Turkey: Erdoğan's Hoax Charm Offensive
by Burak Bekdil • January 27, 2022 at 5:00 am
The Turks' per capita GDP has been falling for the seventh consecutive year, from $12,500 in 2012 to slightly more than $7,000 this year. The Turkish lira has lost more than half its value against major Western currencies in just the past three months.
"The problem with the narrative is there is no evidence Ankara wants better ties or is willing to do anything in which Israel benefits... It [Ankara] thus wants 'reconciliation' without actually doing anything."— Seth J. Frantzman, The Jerusalem Post, December 5 , 2021.
Erdoğan's charm offensive to win hearts and minds in Washington, however, is not limited to changing his aggressive course against Israel or unfriendly Gulf states.
U.S. President Joe Biden has persistently encouraged Turkey to normalize diplomatic relations with Armenia.... What is the hoax here? Erdoğan's move to pretend that Turkey is now taking steps for normalization is fake. He will start a process that he never intends never to complete -- just in case other efforts might have gone unnoticed in Washington.
The ailing Turkish economy is forcing Erdoğan to reconcile with adversaries, and reconciliation means these adversaries will demand that Erdogan stop supporting Hamas and the Muslim Brotherhood. That will be the case "in the short-term." At the first opportunity, however, Erdogan will abandon the reconciliation and resume his support for these terrorist groups.
Erdoğan's pragmatist-self has only appeared after 12 or so years, as he prepares to fight for his political survival in the 2023 elections. If he feels Gulf money and some kind of U.S. political support has bolstered the Turkish economy sufficiently for him to win in 2023, he will take off his reconciliatory mask and put his usual Islamist shirt back on.
The province of Konya in central Anatolia has historically been a bastion of extreme conservatism and political Islam -- meaning supporters of Turkey's Islamist strongman Recep Tayyip Erdoğan.
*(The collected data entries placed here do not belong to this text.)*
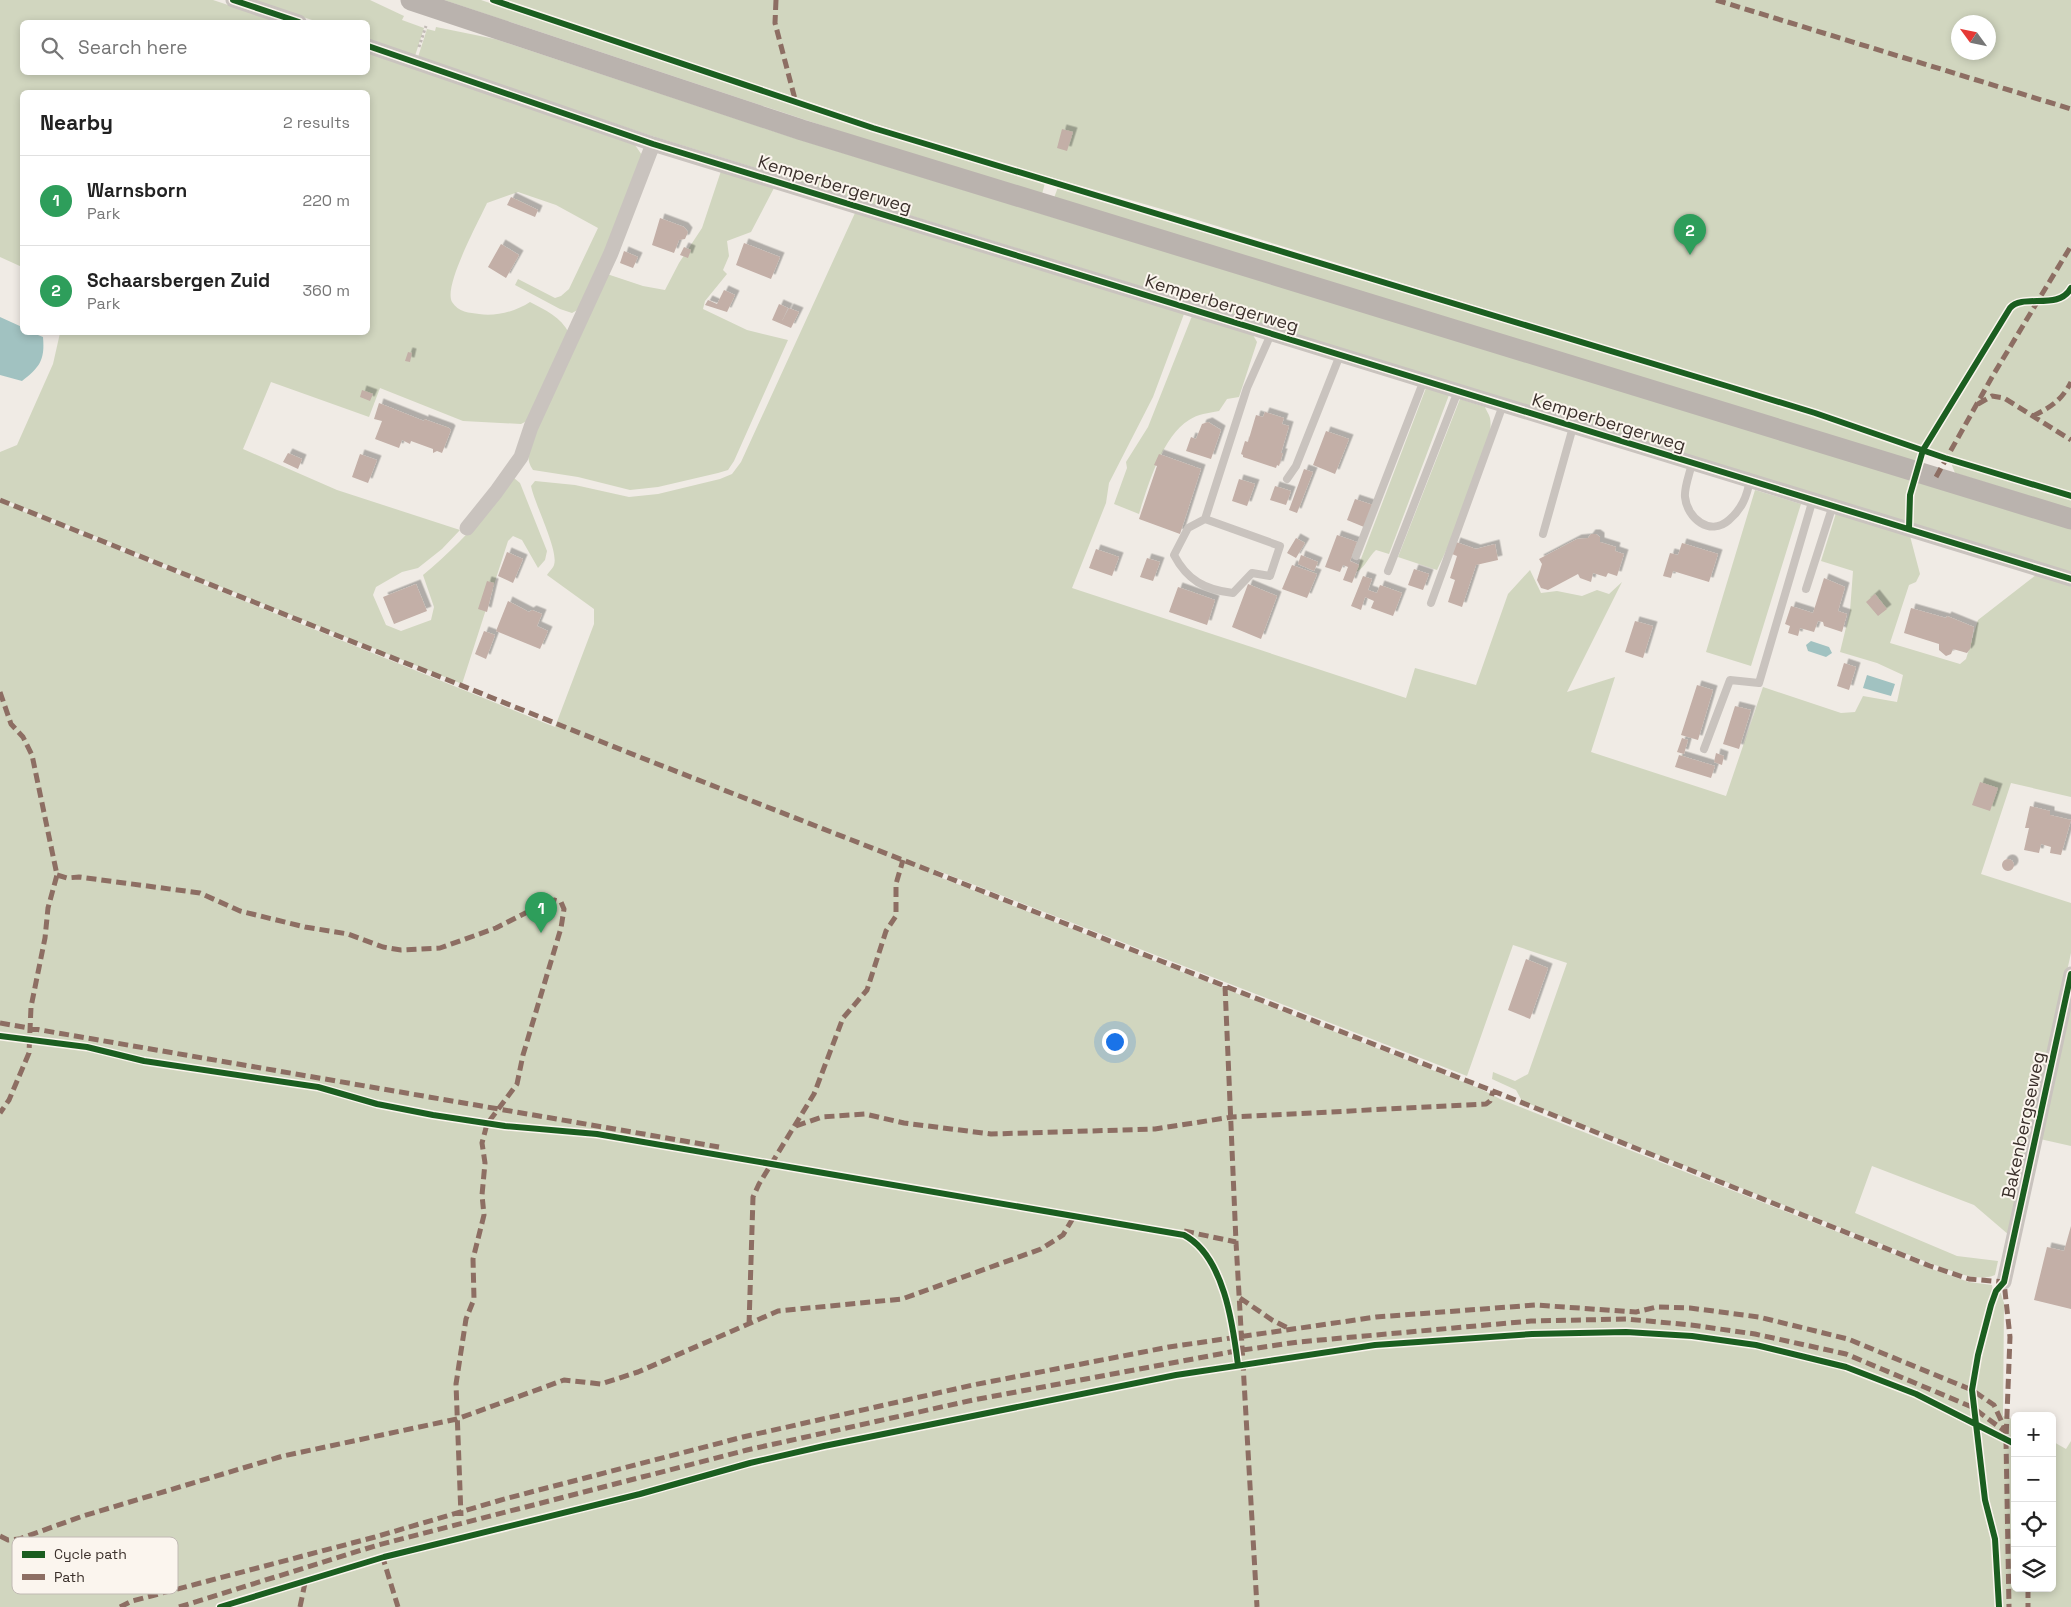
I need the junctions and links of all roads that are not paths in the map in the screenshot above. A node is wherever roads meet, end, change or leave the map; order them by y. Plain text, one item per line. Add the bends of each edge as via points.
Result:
1 (233, 0) edge
2 (411, 0) edge
3 (293, 20) edge
4 (370, 47) edge
5 (653, 144) junction
6 (1270, 334) junction
7 (1340, 355) junction
8 (1424, 380) junction
9 (1458, 391) junction
10 (1503, 405) junction
11 (1573, 426) junction
12 (1692, 462) junction
13 (1287, 479) dead end
14 (1750, 480) junction
15 (1813, 499) junction
16 (1833, 505) junction
17 (1205, 519) junction
18 (2071, 519) edge
19 (466, 528) dead end
20 (1543, 534) dead end
21 (1356, 556) dead end
22 (1388, 572) dead end
23 (2071, 579) edge
24 (1806, 589) dead end
25 (1431, 603) dead end
26 (1704, 749) dead end
27 (2071, 974) edge
28 (2004, 1282) dead end

1 - 3 street
2 - 18 main road via 802,130
4 - 5 street, Kemperbergerweg
5 - 6 street, Kemperbergerweg
5 - 19 street via 611,253 531,427 521,457
6 - 7 street, Kemperbergerweg
6 - 17 lane via 1247,388
7 - 8 street, Kemperbergerweg
7 - 13 lane via 1296,466
8 - 9 street, Kemperbergerweg
8 - 21 lane
9 - 10 street, Kemperbergerweg
9 - 22 lane
10 - 11 street, Kemperbergerweg
10 - 25 lane
11 - 12 street, Kemperbergerweg
11 - 20 lane
12 - 14 street, Kemperbergerweg
12 - 14 lane via 1684,496 1696,522 1705,525 1728,522 1745,500
14 - 15 street, Kemperbergerweg
15 - 16 street, Kemperbergerweg
15 - 26 lane via 1759,683 1730,680
16 - 23 street, Kemperbergerweg
16 - 24 lane
17 - 17 lane via 1188,528 1174,554 1182,571 1212,590 1233,593 1252,573 1270,576 1280,546
27 - 28 street, Bakenbergseweg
In the presidential elections of 2018, in this industrial city, he won 75% of the vote.
"That dominance is now threatened by an unprecedented set of challenges," concluded Reuters in a December report, after interviewing locals in Konya, including industrial workers, farmers and students lamenting over rising prices and fewer jobs.
The Turks' per capita GDP has been falling for the seventh consecutive year, from $12,500 in 2012 to slightly more than $7,000 this year. The Turkish lira has lost more than half its value against major Western currencies in just the past three months.